For one of my projects, I wanted some external LED indicators of my Raspberry Pi’s status as they are not always easily visible when embedded in projects.
I wired up a pair of LEDs with a resistor attached to each to limit the current. (The resistance used value here depends on the forward voltage of the LED1. For my red status LED, I used a 220Ω resistor). I then plugged them into GPIO pins2 #13/#21 and to the ground pins.
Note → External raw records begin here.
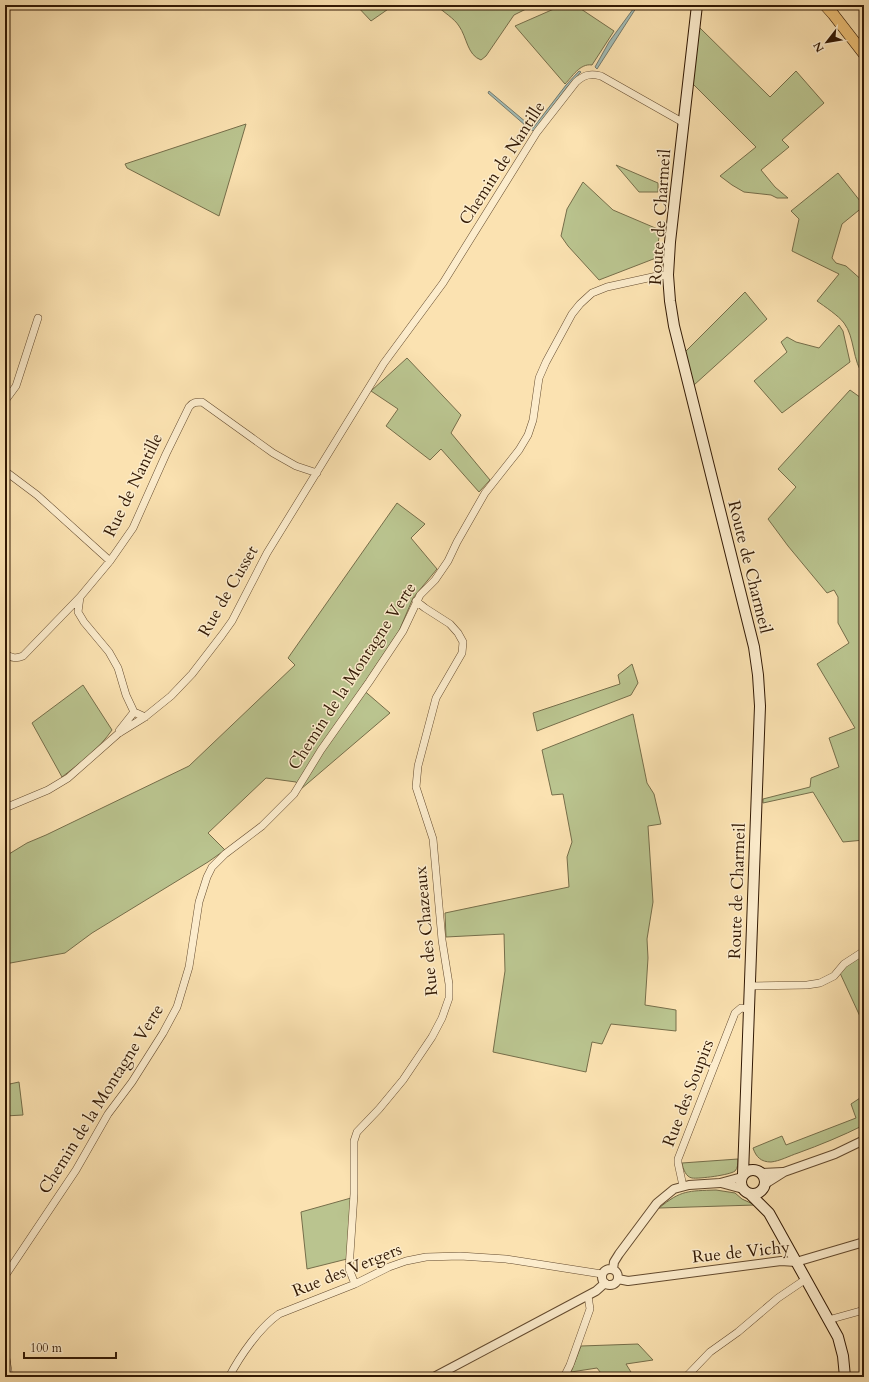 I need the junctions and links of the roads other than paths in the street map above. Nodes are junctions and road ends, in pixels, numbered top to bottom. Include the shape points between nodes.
1 (697, 5) edge
2 (825, 5) edge
3 (864, 54) edge
4 (684, 123) junction
5 (668, 275) junction
6 (38, 318) dead end
7 (384, 363) joint
8 (5, 400) edge
9 (5, 471) edge
10 (317, 473) junction
11 (110, 561) junction
12 (80, 597) junction
13 (416, 601) junction
14 (64, 612) junction
15 (78, 612) junction
16 (5, 654) edge
17 (134, 712) junction
18 (146, 717) junction
19 (119, 734) junction
20 (5, 808) edge
21 (864, 951) edge
22 (749, 986) junction
23 (748, 1009) junction
24 (864, 1140) edge
25 (744, 1142) junction
26 (758, 1171) junction
27 (784, 1172) junction
28 (743, 1176) junction
29 (720, 1183) junction
30 (683, 1186) junction
31 (765, 1186) junction
32 (747, 1192) junction
33 (769, 1213) junction
34 (864, 1242) edge
35 (796, 1262) junction
36 (613, 1269) junction
37 (6, 1270) edge
38 (602, 1274) junction
39 (618, 1279) junction
40 (806, 1279) junction
41 (605, 1283) junction
42 (355, 1284) junction
43 (588, 1296) junction
44 (864, 1310) edge
45 (828, 1320) junction
46 (5, 1352) edge
47 (9, 1377) edge
48 (229, 1377) edge
49 (434, 1377) edge
50 (564, 1377) edge
51 (686, 1377) edge
52 (845, 1377) edge

1 - 4 main road, Route de Charmeil
2 - 3 main road
4 - 5 main road, Route de Charmeil
4 - 7 street, Chemin de Nantille via 601,76 593,74 581,77 537,132 443,283
5 - 13 street, Chemin de la Montagne Verte via 607,287 592,293 572,314 539,378 533,420 528,435 485,493 448,562
5 - 22 main road, Route de Charmeil via 674,326 754,647 758,676 758,777
6 - 8 street via 16,386
7 - 10 street, Rue de Cusset
9 - 11 street via 37,494
10 - 11 street, Rue de Nantille via 296,466 273,453 202,402 191,403 133,528
10 - 18 street, Rue de Cusset via 267,553 222,636 192,674
11 - 12 street, Rue de Nantille
12 - 14 street, Rue de Nantille
12 - 15 street
13 - 37 street, Chemin de la Montagne Verte via 403,631 321,750 294,794 262,826 225,854 212,868 199,902 189,967 177,1007 132,1082 108,1114 76,1170
13 - 42 street, Rue des Chazeaux via 450,624 463,642 462,653 436,698 418,766 416,787 433,839 442,940 449,984 448,998 442,1018 432,1037 403,1080 357,1132 354,1141 354,1194 349,1269
14 - 15 street
14 - 16 street, Rue de Nantille via 22,656 17,658
15 - 17 street via 118,668
17 - 18 street
17 - 19 street
18 - 19 street, Rue de Cusset
19 - 20 street, Rue de Cusset via 68,778 48,790
21 - 22 street via 844,964 834,976 820,983
22 - 23 main road, Route de Charmeil
23 - 25 main road, Route de Charmeil
23 - 30 street, Rue des Soupirs via 741,1008 735,1013 678,1159
24 - 27 street via 835,1154
25 - 26 main road, Route de Charmeil via 750,1161
25 - 28 main road, Route de Charmeil
26 - 27 street
26 - 28 main road via 749,1171
26 - 31 main road via 765,1178
27 - 31 street
28 - 29 street
28 - 32 main road via 741,1183
29 - 30 street
29 - 32 street
30 - 36 street via 666,1194 657,1203 619,1254
31 - 32 main road via 757,1194
31 - 33 main road
32 - 33 main road
33 - 35 main road
34 - 35 street, Rue de Vichy
35 - 39 street, Rue de Vichy via 781,1261 628,1281
35 - 40 main road
36 - 38 street via 606,1269
36 - 39 street via 618,1273
38 - 41 street
38 - 42 street, Rue des Vergers via 506,1259 426,1257 389,1267
39 - 41 street via 611,1285
40 - 45 main road
40 - 51 street via 710,1352
41 - 43 street
42 - 48 street, Rue des Vergers via 292,1308 270,1320 256,1336
43 - 49 street
43 - 50 street via 590,1309
44 - 45 street
45 - 52 main road via 838,1337
46 - 47 street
Impotant Note: In this post, the pin numbers I reference are “GPIO pin” numbers and not physical pin numbers. See for example, GPIO pin 21 is physical pin #40: https://pinout.xyz/pinout/pin40_gpio21. You will need to make sure you are using the correct GPIO pin numbers in your setup.
Device Tree Setup
This is what actually controls the LEDs we attached. These device tree overlay configurations instruct the kernel to use each of the GPIO pins we set as activity or other indicator LEDs.
I altered the config file at /boot/config.txt
and appended the following lines:
# activity LED on gpio 21 (physical pin 40)
dtoverlay=act-led,gpio=21
# "online" indicator LED on GPIO 13 (physical pin 33)
# this one's set to blink in a heartbeat pattern, but could
# be changed trigger on disk activity or stay on.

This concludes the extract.